Architecture Overview#
We are designing this system to enable Kubernetes as a Service with concurrent multi-tenancy. NVIDIA AI Enterprise software components such as NVIDIA NIM and NVIDIA NeMo microservices will run on Kubernetes worker nodes hosted on worker hosts in the tenant’s environments. We have included an OpenStack based example for orchestration and provisioning tooling, however, NVIDIA Cloud Partners may choose to work with any 3rd party vendor to build out tooling for provisioning, orchestration, and tenant management.

Figure 1 Reference Architecture Diagram#
We have made the following assumptions when developing this reference architecture
Infrastructure (HW) configuration follows recommendations from the NVIDIA Hardware Reference Architecture for NCPs
The following IaaS / PaaS services are available in the local environment:
A datacenter orchestration solution (e.g. openstack or similar)

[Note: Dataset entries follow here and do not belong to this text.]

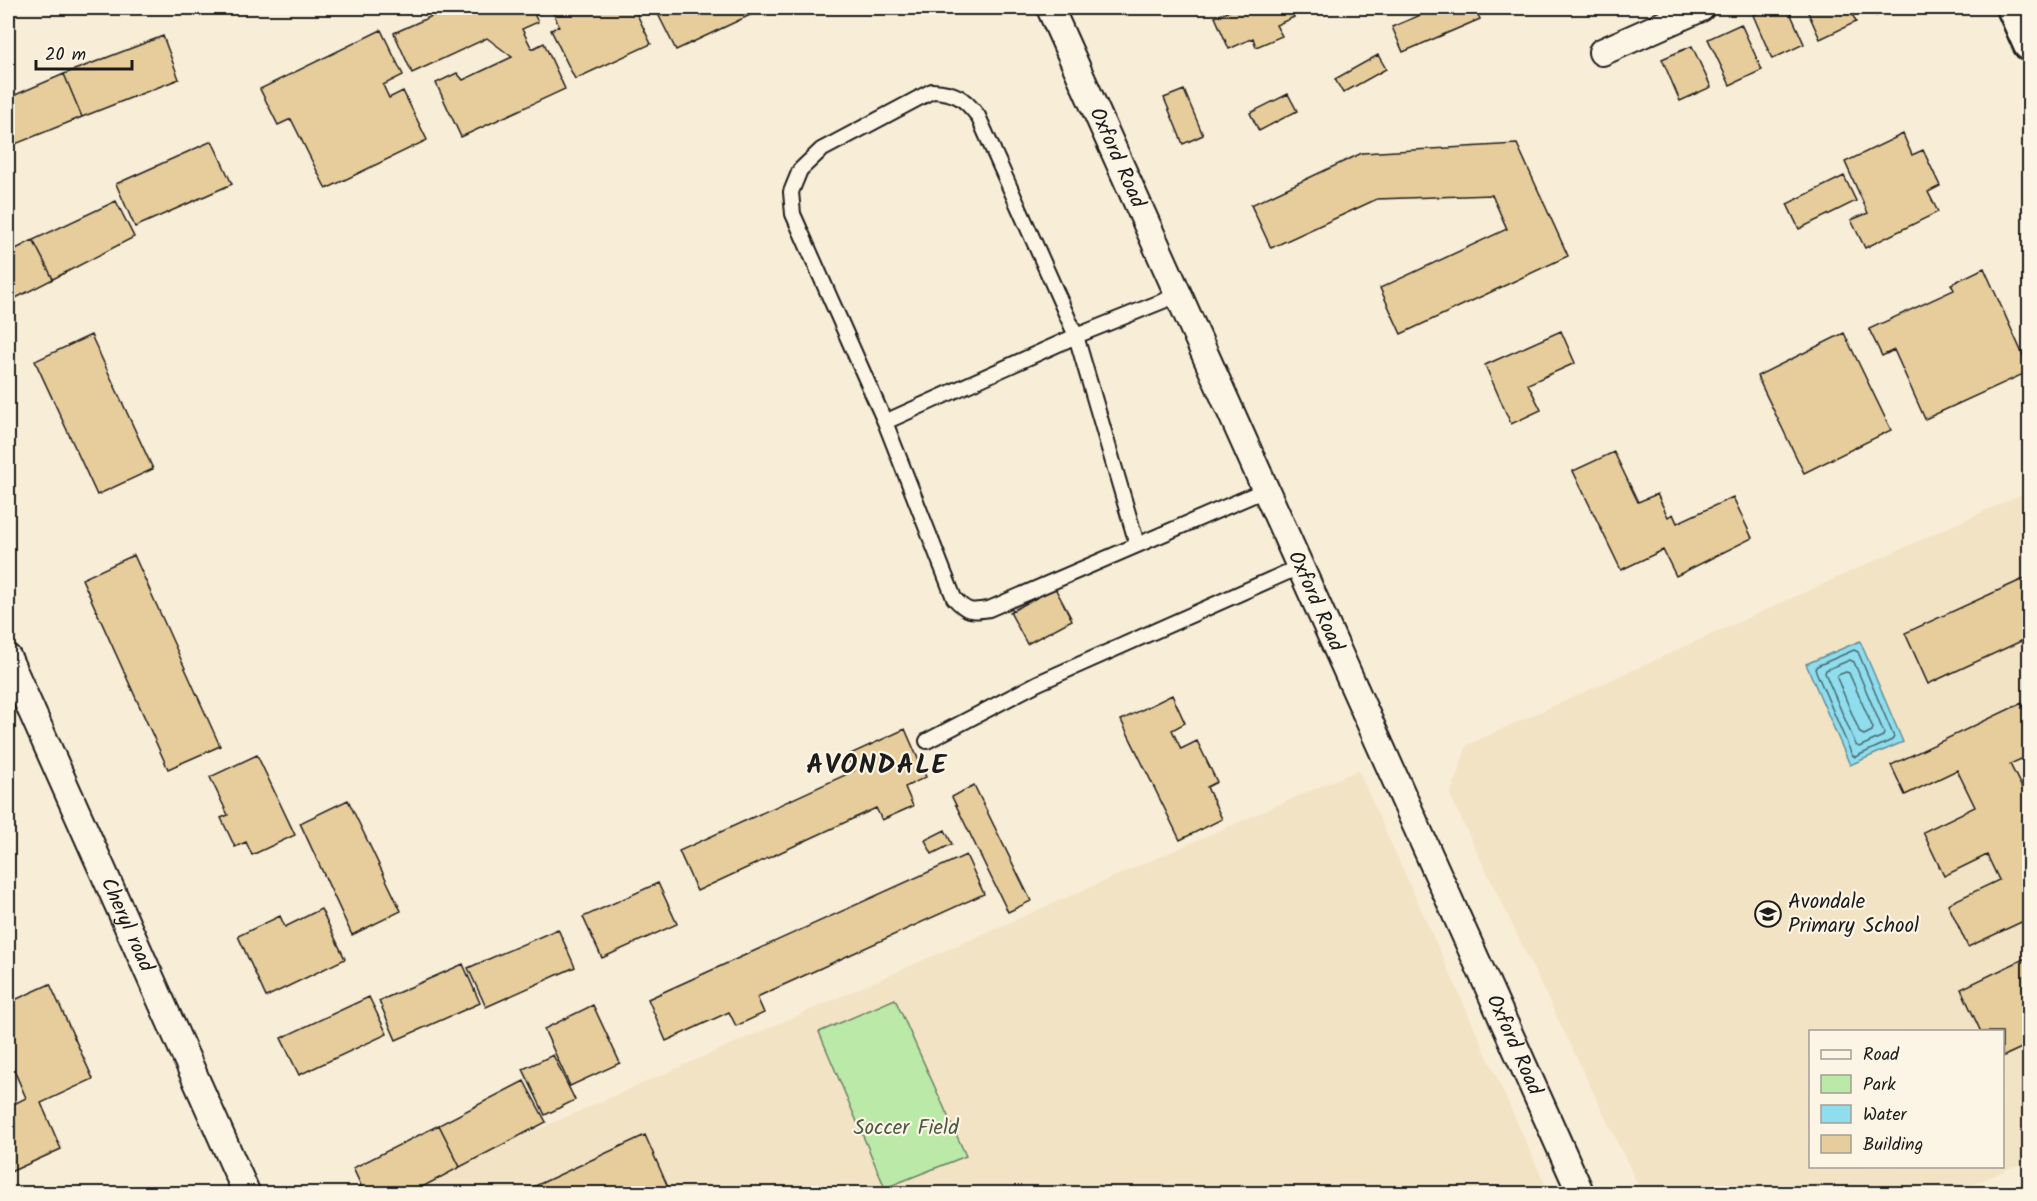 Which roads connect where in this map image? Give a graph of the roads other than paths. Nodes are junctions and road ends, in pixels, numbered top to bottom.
1 (1050, 8) edge
2 (1701, 8) edge
3 (2014, 8) edge
4 (2030, 44) edge
5 (1602, 52) dead end
6 (1178, 295) junction
7 (1076, 336) junction
8 (885, 422) junction
9 (1265, 490) junction
10 (1137, 544) junction
11 (1299, 567) junction
12 (8, 658) edge
13 (927, 741) dead end
14 (247, 1194) edge
15 (1581, 1194) edge

1 - 6 street, Oxford Road
2 - 5 street
3 - 4 main road
6 - 7 lane
6 - 9 street, Oxford Road
7 - 8 lane
7 - 8 lane
7 - 10 lane
8 - 10 lane
9 - 10 lane
9 - 11 street, Oxford Road
11 - 13 lane
11 - 15 street, Oxford Road
12 - 14 street, Cheryl road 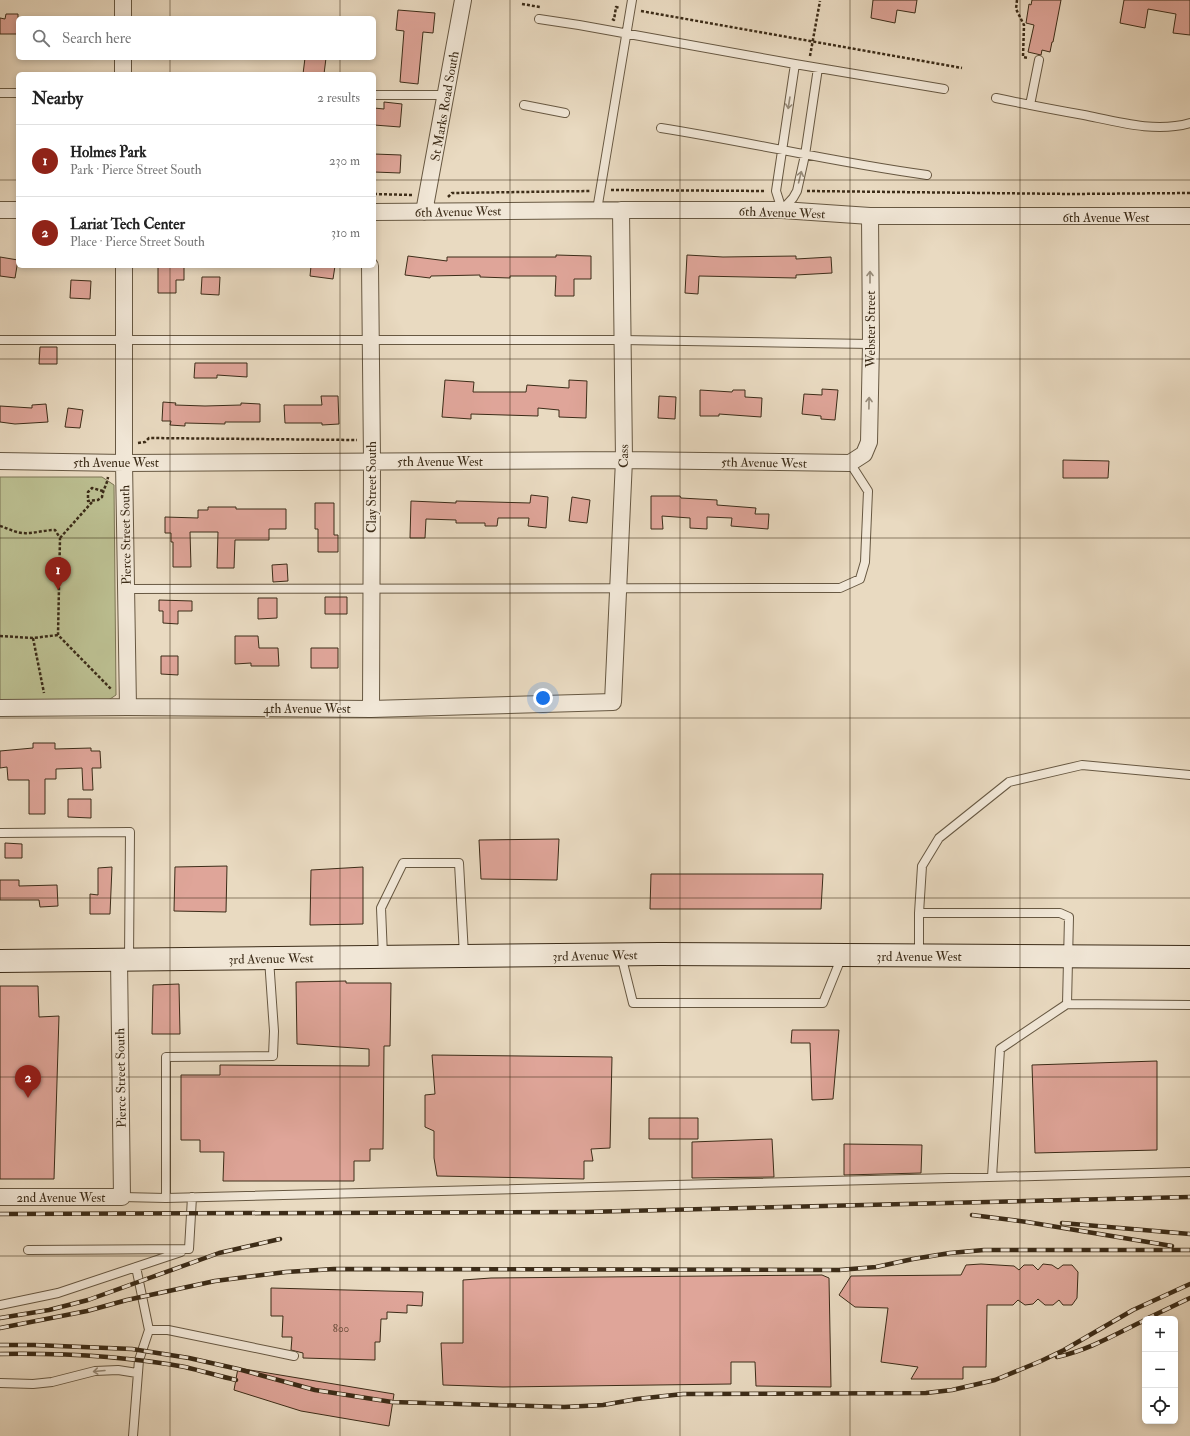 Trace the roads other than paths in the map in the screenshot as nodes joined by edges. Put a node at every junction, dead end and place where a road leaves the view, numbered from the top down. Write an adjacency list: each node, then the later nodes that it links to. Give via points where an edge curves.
1 (122, 0): 4 (street)
2 (463, 0): 16 (street, St Marks Road South)
3 (632, 0): 6 (lane)
4 (123, 16)
5 (539, 19): 6 (lane)
6 (626, 33): 9 (lane); 28 (lane)
7 (123, 60): 11 (street)
8 (1039, 60): 18 (lane)
9 (795, 64): 10 (lane); 23 (lane, one-way to 23)
10 (818, 68): 12 (lane); 24 (lane)
11 (123, 72)
12 (944, 88)
13 (0, 93): 14 (lane)
14 (16, 93)
15 (376, 95): 16 (lane)
16 (446, 95): 32 (street, St Marks Road South)
17 (996, 98): 18 (lane)
18 (1030, 105): 21 (lane, via 1156,128)
19 (524, 106): 20 (lane)
20 (565, 113)
21 (1190, 123)
22 (661, 128): 23 (lane)
23 (782, 150): 24 (lane); 30 (lane, via 776,191)
24 (805, 155): 25 (lane); 30 (lane, one-way to 24, via 797,191)
25 (927, 175)
26 (0, 210): 27 (street)
27 (16, 210)
28 (597, 210): 29 (street, 6th Avenue West); 32 (street, 6th Avenue West)
29 (621, 210): 30 (street, 6th Avenue West); 40 (street, Cass)
30 (782, 210): 33 (street, 6th Avenue West)
31 (376, 212): 32 (street, 6th Avenue West)
32 (424, 212)
33 (870, 216): 34 (street, 6th Avenue West); 41 (street, Webster Street, one-way to 33)
34 (1190, 216)
35 (124, 268): 38 (street, Pierce Street South)
36 (370, 268): 39 (street, Clay Street South)
37 (0, 340): 38 (lane)
38 (124, 340): 39 (lane); 45 (street, Pierce Street South)
39 (371, 340): 40 (lane); 44 (street, Clay Street South)
40 (622, 340): 41 (lane); 42 (street, Cass)
41 (871, 344): 46 (street, Webster Street, one-way to 41, via 864,454 869,442)
42 (624, 460): 44 (street, 5th Avenue West); 46 (street, 5th Avenue West); 49 (street, Cass)
43 (0, 461): 45 (street, 5th Avenue West)
44 (372, 461): 45 (street, 5th Avenue West); 48 (street, Clay Street South)
45 (124, 463): 47 (street, Pierce Street South)
46 (850, 463): 49 (lane, via 868,491 866,562 860,579 840,588)
47 (126, 589): 48 (lane); 51 (street, Pierce Street South)
48 (371, 589): 49 (lane); 53 (street, Clay Street South)
49 (618, 589): 50 (street, Cass)
50 (613, 702): 53 (street, 4th Avenue West)
51 (128, 707): 52 (street, 4th Avenue West); 53 (street, 4th Avenue West)
52 (0, 708)
53 (371, 709)
54 (1190, 775): 56 (lane, via 1082,765 1009,782 939,838 922,866)
55 (0, 833): 65 (lane, via 130,832)
56 (919, 913): 60 (lane); 62 (lane, via 1060,913 1069,917)
57 (621, 954): 58 (street, 3rd Avenue West); 58 (lane, via 633,1003 823,1003); 59 (street, 3rd Avenue West)
58 (843, 955): 60 (street, 3rd Avenue West)
59 (464, 956): 61 (street, 3rd Avenue West); 61 (lane, via 459,863 403,863 381,908)
60 (919, 956): 62 (street, 3rd Avenue West)
61 (383, 957): 64 (street, 3rd Avenue West)
62 (1068, 957): 63 (street, 3rd Avenue West); 67 (lane)
63 (1190, 957)
64 (269, 958): 65 (street, 3rd Avenue West); 74 (lane, via 274,1031 273,1056 166,1056)
65 (124, 959): 66 (street, 3rd Avenue West); 72 (street, Pierce Street South)
66 (0, 960)
67 (1067, 1004): 68 (lane); 70 (lane, via 1000,1049)
68 (1190, 1005)
69 (1190, 1172): 70 (lane)
70 (992, 1177): 73 (lane)
71 (0, 1197): 72 (street, 2nd Avenue West)
72 (122, 1197): 74 (lane)
73 (192, 1197): 74 (lane); 75 (lane)
74 (166, 1198)
75 (190, 1249): 76 (lane); 77 (lane)
76 (28, 1250)
77 (136, 1267): 78 (lane, via 58,1292); 79 (lane)
78 (0, 1305)
79 (150, 1330): 80 (lane, via 168,1330); 81 (lane)
80 (294, 1356)
81 (137, 1373): 82 (lane, one-way to 82, via 118,1370 95,1371 52,1382); 83 (lane)
82 (0, 1383)
83 (133, 1436)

Storage as a service (multi-tenant capable or many per-tenant single tenant capable)
IAM, logging, telemetry, etc. (non-functional services)
NVIDIA AI Enterprise Subscription
NGC Registry Access
This architecture utilizes hosts with a hypervisor such as KVM to provide virtual machine nodes, which indirectly provide services to the NCP’s tenants. Each tenant is assigned several control plane virtual machines (“control plane nodes”) and zero or more worker virtual machines (“worker nodes”). Each tenant has their own private Kubernetes cluster with control plane nodes and worker nodes. The NCP may choose to share physical hosts between tenants to maximize hardware utilization, or they may choose to assign worker hosts and / or control plane hosts exclusively to a single tenant for maximum security isolation. The NCP’s datacenter orchestration solution manages the virtual machine lifecycle and assigns them dynamically to the tenants’ Kubernetes clusters.
In this design, a tenant never has direct access to physical worker hosts, and they also do not have direct access to the physical infrastructure control plane. While tenants have access to their instance of the Kubernetes control plane, we recommend that direct or indirect access to control plane nodes is not permitted to tenants. Tenants may launch privileged workloads that give them access to the worker nodes. If this is undesirable, it is the responsibility of the Operator to enforce policies that prevent such workload specifications. We further recommend security hardening of the control plane host and worker host OS, hypervisor, and k8s configurations to industry best practices, and we recommend similar security hardening for the images and configurations of the control plane nodes and worker nodes that are exposed to the tenant.
The container runtime should not introduce nested virtualization that could impede performance. Typically, a runtime with nested virtualization also provides weaker isolation between pods than hardware virtualization based runtimes. It is the responsibility of the tenants to ensure that workloads that require a higher level of confidentiality and thereby isolation, are not co-deployed into the same node (virtual machine). The Operator may further choose to support the deployment option of running certain workloads that may require the strictest isolation in dedicated nodes on dedicated physical hosts.
The tenant’s Kubernetes cluster is configured to retrieve code and data from NVIDIA NGC Container Registry that the respective tenant has access to. For this, the tenant provides their NVIDIA AI Enterprise access credentials to the Operators Kubernetes cluster provisioning process.